» What you are asked to do:
Every line with the string "Azalees" should be copied from the data.

+===+

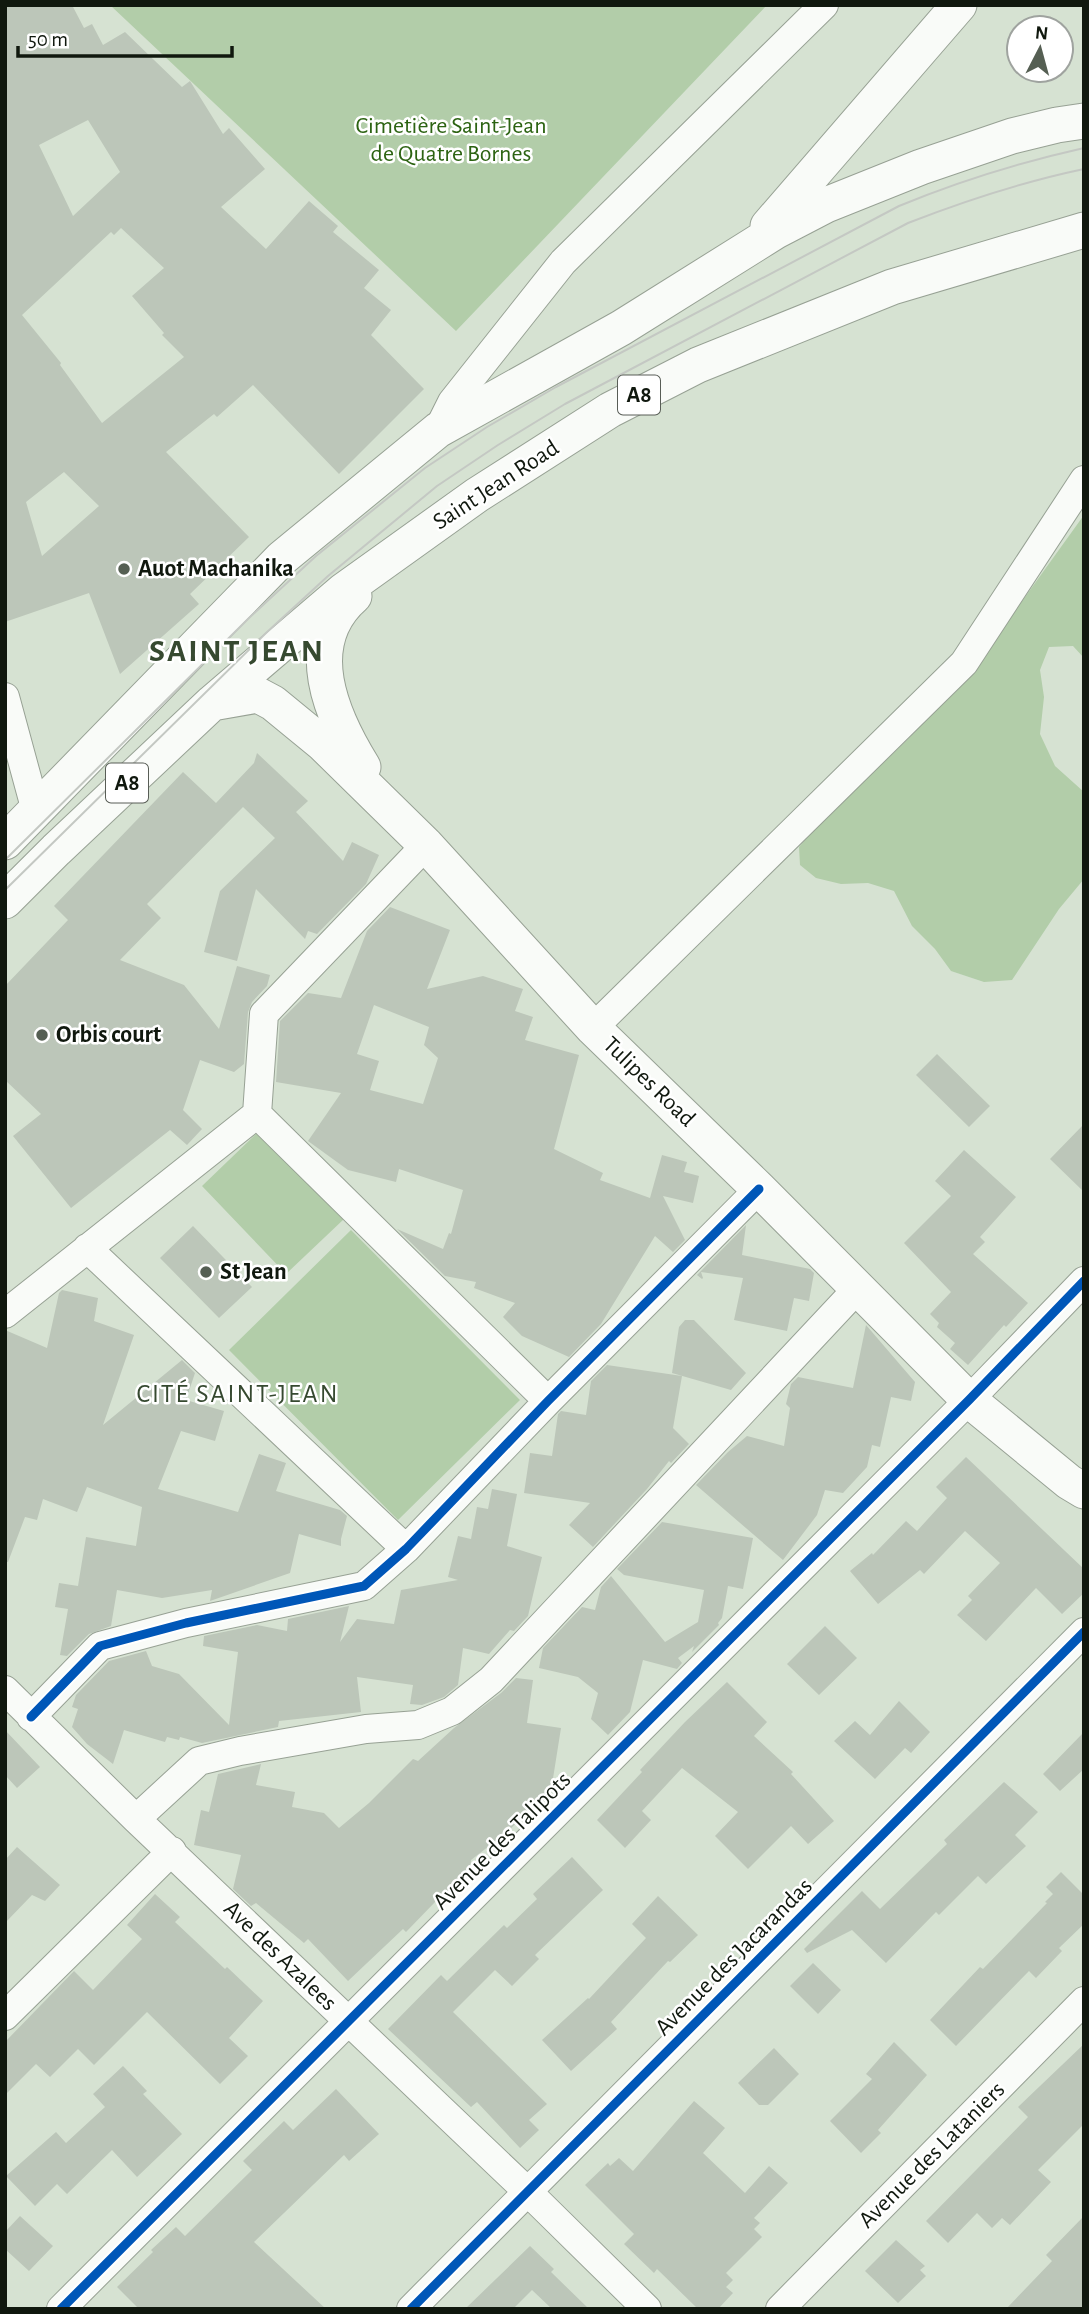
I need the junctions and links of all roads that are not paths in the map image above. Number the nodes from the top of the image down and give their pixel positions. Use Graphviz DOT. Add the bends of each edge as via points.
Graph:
graph roads {
  1 [pos="824,5"];
  2 [pos="959,5"];
  3 [pos="1084,121"];
  4 [pos="1084,230"];
  5 [pos="747,250"];
  6 [pos="438,430"];
  7 [pos="1084,480"];
  8 [pos="412,540"];
  9 [pos="5,697"];
  10 [pos="212,703"];
  11 [pos="36,811"];
  12 [pos="414,833"];
  13 [pos="5,842"];
  14 [pos="5,901"];
  15 [pos="593,1028"];
  16 [pos="257,1114"];
  17 [pos="759,1189"];
  18 [pos="87,1248"];
  19 [pos="1084,1281"];
  20 [pos="858,1288"];
  21 [pos="5,1314"];
  22 [pos="969,1400"];
  23 [pos="548,1401"];
  24 [pos="1084,1491"];
  25 [pos="405,1549"];
  26 [pos="1084,1632"];
  27 [pos="5,1690"];
  28 [pos="32,1717"];
  29 [pos="136,1819"];
  30 [pos="172,1851"];
  31 [pos="1084,2001"];
  32 [pos="5,2016"];
  33 [pos="348,2022"];
  34 [pos="528,2192"];
  35 [pos="61,2309"];
  36 [pos="411,2309"];
  37 [pos="648,2309"];
  38 [pos="780,2309"];
  1 -- 6 [label="street" via="563,262 452,402"];
  2 -- 5 [label="main road"];
  3 -- 5 [label="main road" via="1012,136 921,167 826,205"];
  4 -- 8 [label="main road, Saint Jean Road / A8" via="892,287 698,365 610,410"];
  5 -- 6 [label="main road" via="621,328"];
  6 -- 11 [label="main road" via="282,558"];
  7 -- 15 [label="street" via="964,663"];
  8 -- 10 [label="main road, Saint Jean Road / A8" via="343,590"];
  8 -- 12 [label="main road" via="391,565 345,604 328,632 324,664 336,719 349,744"];
  9 -- 11 [label="street"];
  10 -- 12 [label="main road, Tulipes Road" via="258,695 274,703"];
  10 -- 14 [label="main road, Saint Jean Road / A8"];
  11 -- 13 [label="main road"];
  12 -- 15 [label="main road, Tulipes Road"];
  12 -- 16 [label="street" via="264,1014"];
  15 -- 17 [label="main road, Tulipes Road"];
  16 -- 18 [label="street"];
  16 -- 23 [label="street"];
  17 -- 20 [label="main road, Tulipes Road"];
  17 -- 23 [label="street"];
  18 -- 21 [label="street"];
  18 -- 25 [label="street"];
  19 -- 22 [label="street, Avenue des Talipots"];
  20 -- 22 [label="main road, Tulipes Road"];
  20 -- 29 [label="street" via="491,1679 452,1711 418,1724 366,1729 199,1761"];
  22 -- 24 [label="main road, Tulipes Road"];
  22 -- 33 [label="street, Avenue des Talipots"];
  23 -- 25 [label="street"];
  25 -- 28 [label="street" via="364,1586 100,1646"];
  26 -- 34 [label="street, Avenue des Jacarandas"];
  27 -- 28 [label="street, Ave des Azalees"];
  28 -- 29 [label="street, Ave des Azalees"];
  29 -- 30 [label="street, Ave des Azalees"];
  30 -- 32 [label="street"];
  30 -- 33 [label="street, Ave des Azalees"];
  31 -- 38 [label="street, Avenue des Lataniers"];
  33 -- 34 [label="street, Ave des Azalees"];
  33 -- 35 [label="street, Avenue des Talipots"];
  34 -- 36 [label="street, Avenue des Jacarandas"];
  34 -- 37 [label="street, Ave des Azalees"];
}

+===+

» Written response:
  27 -- 28 [label="street, Ave des Azalees"];
  28 -- 29 [label="street, Ave des Azalees"];
  29 -- 30 [label="street, Ave des Azalees"];
  30 -- 33 [label="street, Ave des Azalees"];
  33 -- 34 [label="street, Ave des Azalees"];
  34 -- 37 [label="street, Ave des Azalees"];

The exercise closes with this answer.